**ASSIGNED TASK**
Would you please give the entries again word for word, with no images in your copy?

Collected data
========================

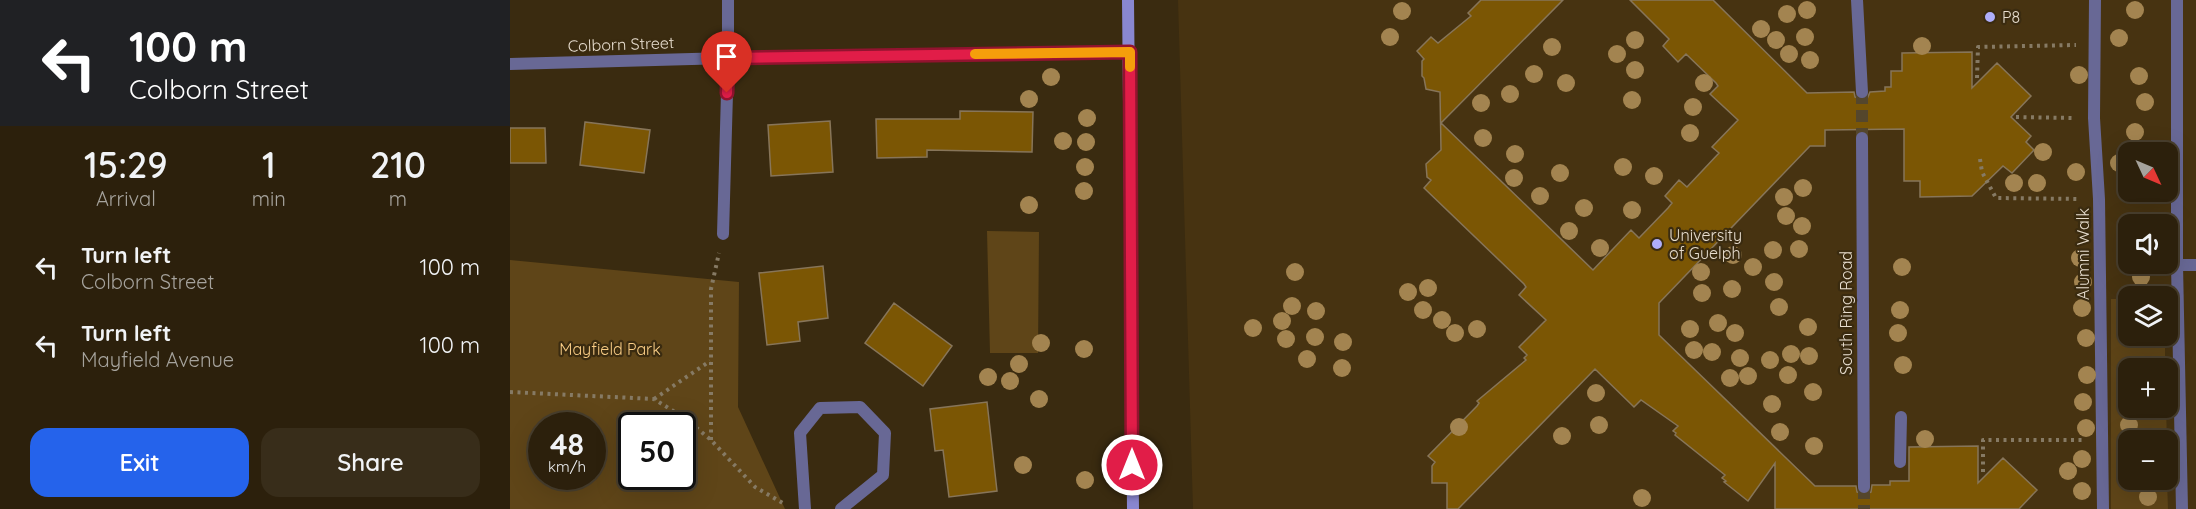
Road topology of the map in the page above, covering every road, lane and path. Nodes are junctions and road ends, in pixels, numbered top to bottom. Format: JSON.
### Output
{"nodes":[{"id":1,"x":728,"y":0,"type":"edge"},
{"id":2,"x":1128,"y":0,"type":"edge"},
{"id":3,"x":1857,"y":0,"type":"edge"},
{"id":4,"x":2095,"y":0,"type":"edge"},
{"id":5,"x":2176,"y":0,"type":"edge"},
{"id":6,"x":2095,"y":45,"type":"junction"},
{"id":7,"x":1130,"y":52,"type":"junction"},
{"id":8,"x":728,"y":58,"type":"junction"},
{"id":9,"x":510,"y":64,"type":"edge"},
{"id":10,"x":1977,"y":78,"type":"dead end"},
{"id":11,"x":1862,"y":92,"type":"tunnel mouth"},
{"id":12,"x":2016,"y":117,"type":"dead end"},
{"id":13,"x":2094,"y":118,"type":"junction"},
{"id":14,"x":1862,"y":138,"type":"tunnel mouth"},
{"id":15,"x":1980,"y":159,"type":"dead end"},
{"id":16,"x":2099,"y":199,"type":"junction"},
{"id":17,"x":2177,"y":214,"type":"edge"},
{"id":18,"x":723,"y":234,"type":"joint"},
{"id":19,"x":2178,"y":265,"type":"edge"},
{"id":20,"x":2196,"y":265,"type":"edge"},
{"id":21,"x":2177,"y":274,"type":"edge"},
{"id":22,"x":710,"y":360,"type":"junction"},
{"id":23,"x":510,"y":392,"type":"edge"},
{"id":24,"x":654,"y":399,"type":"junction"},
{"id":25,"x":1901,"y":417,"type":"dead end"},
{"id":26,"x":711,"y":440,"type":"junction"},
{"id":27,"x":2103,"y":440,"type":"junction"},
{"id":28,"x":1900,"y":462,"type":"dead end"},
{"id":29,"x":1983,"y":472,"type":"dead end"},
{"id":30,"x":1864,"y":488,"type":"tunnel mouth"},
{"id":31,"x":793,"y":509,"type":"edge"},
{"id":32,"x":805,"y":509,"type":"edge"},
{"id":33,"x":841,"y":509,"type":"edge"},
{"id":34,"x":1133,"y":509,"type":"edge"},
{"id":35,"x":2103,"y":509,"type":"edge"},
{"id":36,"x":2182,"y":509,"type":"edge"}],
"edges":[{"from":1,"to":8,"type":"street"},
{"from":2,"to":7,"type":"main road"},
{"from":3,"to":11,"type":"street"},
{"from":4,"to":6,"type":"street","name":"Alumni Walk"},
{"from":5,"to":17,"type":"street"},
{"from":6,"to":10,"type":"path"},
{"from":6,"to":13,"type":"street","name":"Alumni Walk"},
{"from":7,"to":8,"type":"street","name":"Colborn Street"},
{"from":7,"to":34,"type":"main road"},
{"from":8,"to":9,"type":"street","name":"Colborn Street"},
{"from":8,"to":18,"type":"street"},
{"from":12,"to":13,"type":"path"},
{"from":13,"to":16,"type":"street","name":"Alumni Walk"},
{"from":14,"to":30,"type":"street","name":"South Ring Road"},
{"from":15,"to":16,"type":"path"},
{"from":16,"to":27,"type":"street","name":"Alumni Walk"},
{"from":18,"to":22,"type":"path"},
{"from":19,"to":20,"type":"street"},
{"from":21,"to":36,"type":"street"},
{"from":22,"to":24,"type":"path"},
{"from":22,"to":26,"type":"path"},
{"from":23,"to":24,"type":"path"},
{"from":24,"to":26,"type":"path"},
{"from":25,"to":28,"type":"street"},
{"from":26,"to":31,"type":"path"},
{"from":27,"to":29,"type":"path"},
{"from":27,"to":35,"type":"street","name":"Alumni Walk"},
{"from":32,"to":33,"type":"street"}]}
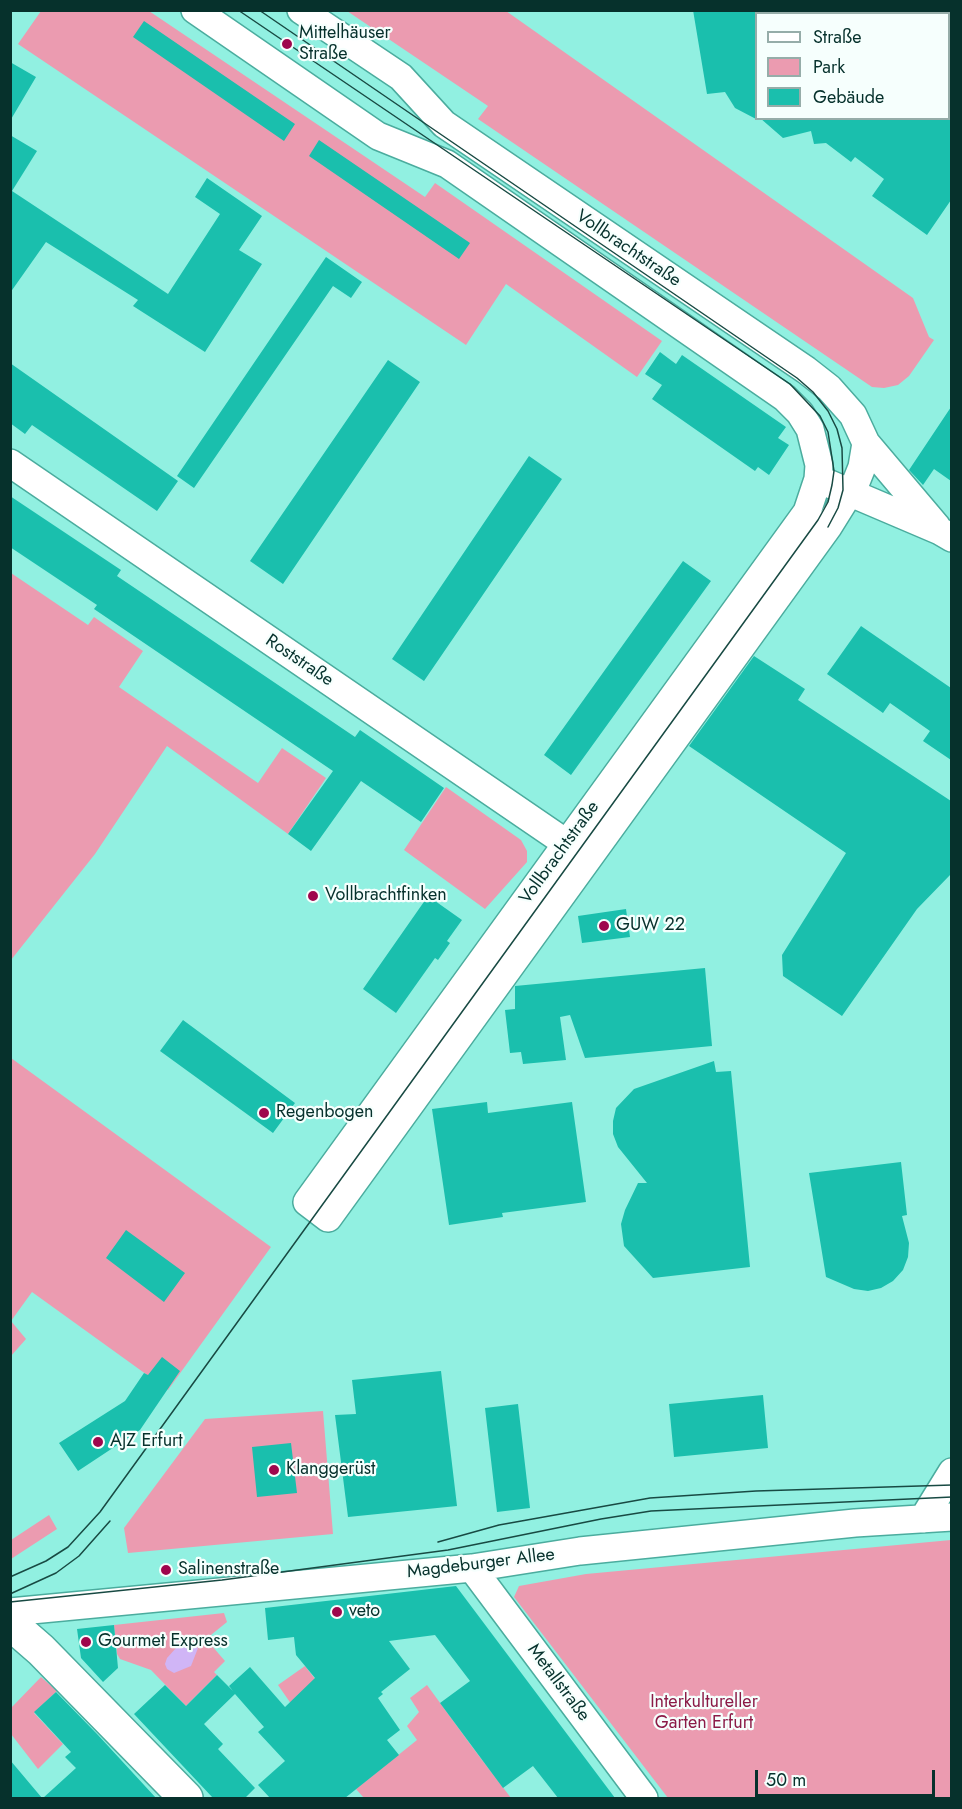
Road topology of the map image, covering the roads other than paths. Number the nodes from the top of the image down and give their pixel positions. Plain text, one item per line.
1 (195, 10) edge
2 (302, 10) edge
3 (866, 443) junction
4 (10, 463) edge
5 (818, 479) junction
6 (846, 491) junction
7 (946, 535) edge
8 (577, 851) junction
9 (328, 1218) dead end
10 (951, 1472) edge
11 (951, 1518) edge
12 (922, 1519) junction
13 (472, 1568) junction
14 (10, 1612) edge
15 (10, 1623) edge
16 (186, 1798) edge
17 (644, 1798) edge

1 - 5 street, Vollbrachtstraße
2 - 3 street, Vollbrachtstraße
3 - 6 street
3 - 7 street, Vollbrachtstraße
4 - 8 street, Roststraße
5 - 6 street
5 - 8 street, Vollbrachtstraße
6 - 7 street
6 - 8 street
8 - 9 street
10 - 12 street
11 - 12 street, Magdeburger Allee
12 - 13 street, Magdeburger Allee
13 - 14 street, Magdeburger Allee
13 - 17 street, Metallstraße
15 - 16 street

========================

**YOUR SOLUTION**
Road topology of the map in the page above, covering every road, lane and path. Nodes are junctions and road ends, in pixels, numbered top to bottom. Format: JSON.
### Output
{"nodes":[{"id":1,"x":728,"y":0,"type":"edge"},
{"id":2,"x":1128,"y":0,"type":"edge"},
{"id":3,"x":1857,"y":0,"type":"edge"},
{"id":4,"x":2095,"y":0,"type":"edge"},
{"id":5,"x":2176,"y":0,"type":"edge"},
{"id":6,"x":2095,"y":45,"type":"junction"},
{"id":7,"x":1130,"y":52,"type":"junction"},
{"id":8,"x":728,"y":58,"type":"junction"},
{"id":9,"x":510,"y":64,"type":"edge"},
{"id":10,"x":1977,"y":78,"type":"dead end"},
{"id":11,"x":1862,"y":92,"type":"tunnel mouth"},
{"id":12,"x":2016,"y":117,"type":"dead end"},
{"id":13,"x":2094,"y":118,"type":"junction"},
{"id":14,"x":1862,"y":138,"type":"tunnel mouth"},
{"id":15,"x":1980,"y":159,"type":"dead end"},
{"id":16,"x":2099,"y":199,"type":"junction"},
{"id":17,"x":2177,"y":214,"type":"edge"},
{"id":18,"x":723,"y":234,"type":"joint"},
{"id":19,"x":2178,"y":265,"type":"edge"},
{"id":20,"x":2196,"y":265,"type":"edge"},
{"id":21,"x":2177,"y":274,"type":"edge"},
{"id":22,"x":710,"y":360,"type":"junction"},
{"id":23,"x":510,"y":392,"type":"edge"},
{"id":24,"x":654,"y":399,"type":"junction"},
{"id":25,"x":1901,"y":417,"type":"dead end"},
{"id":26,"x":711,"y":440,"type":"junction"},
{"id":27,"x":2103,"y":440,"type":"junction"},
{"id":28,"x":1900,"y":462,"type":"dead end"},
{"id":29,"x":1983,"y":472,"type":"dead end"},
{"id":30,"x":1864,"y":488,"type":"tunnel mouth"},
{"id":31,"x":793,"y":509,"type":"edge"},
{"id":32,"x":805,"y":509,"type":"edge"},
{"id":33,"x":841,"y":509,"type":"edge"},
{"id":34,"x":1133,"y":509,"type":"edge"},
{"id":35,"x":2103,"y":509,"type":"edge"},
{"id":36,"x":2182,"y":509,"type":"edge"}],
"edges":[{"from":1,"to":8,"type":"street"},
{"from":2,"to":7,"type":"main road"},
{"from":3,"to":11,"type":"street"},
{"from":4,"to":6,"type":"street","name":"Alumni Walk"},
{"from":5,"to":17,"type":"street"},
{"from":6,"to":10,"type":"path"},
{"from":6,"to":13,"type":"street","name":"Alumni Walk"},
{"from":7,"to":8,"type":"street","name":"Colborn Street"},
{"from":7,"to":34,"type":"main road"},
{"from":8,"to":9,"type":"street","name":"Colborn Street"},
{"from":8,"to":18,"type":"street"},
{"from":12,"to":13,"type":"path"},
{"from":13,"to":16,"type":"street","name":"Alumni Walk"},
{"from":14,"to":30,"type":"street","name":"South Ring Road"},
{"from":15,"to":16,"type":"path"},
{"from":16,"to":27,"type":"street","name":"Alumni Walk"},
{"from":18,"to":22,"type":"path"},
{"from":19,"to":20,"type":"street"},
{"from":21,"to":36,"type":"street"},
{"from":22,"to":24,"type":"path"},
{"from":22,"to":26,"type":"path"},
{"from":23,"to":24,"type":"path"},
{"from":24,"to":26,"type":"path"},
{"from":25,"to":28,"type":"street"},
{"from":26,"to":31,"type":"path"},
{"from":27,"to":29,"type":"path"},
{"from":27,"to":35,"type":"street","name":"Alumni Walk"},
{"from":32,"to":33,"type":"street"}]}
Road topology of the map image, covering the roads other than paths. Number the nodes from the top of the image down and give their pixel positions. Plain text, one item per line.
1 (195, 10) edge
2 (302, 10) edge
3 (866, 443) junction
4 (10, 463) edge
5 (818, 479) junction
6 (846, 491) junction
7 (946, 535) edge
8 (577, 851) junction
9 (328, 1218) dead end
10 (951, 1472) edge
11 (951, 1518) edge
12 (922, 1519) junction
13 (472, 1568) junction
14 (10, 1612) edge
15 (10, 1623) edge
16 (186, 1798) edge
17 (644, 1798) edge

1 - 5 street, Vollbrachtstraße
2 - 3 street, Vollbrachtstraße
3 - 6 street
3 - 7 street, Vollbrachtstraße
4 - 8 street, Roststraße
5 - 6 street
5 - 8 street, Vollbrachtstraße
6 - 7 street
6 - 8 street
8 - 9 street
10 - 12 street
11 - 12 street, Magdeburger Allee
12 - 13 street, Magdeburger Allee
13 - 14 street, Magdeburger Allee
13 - 17 street, Metallstraße
15 - 16 street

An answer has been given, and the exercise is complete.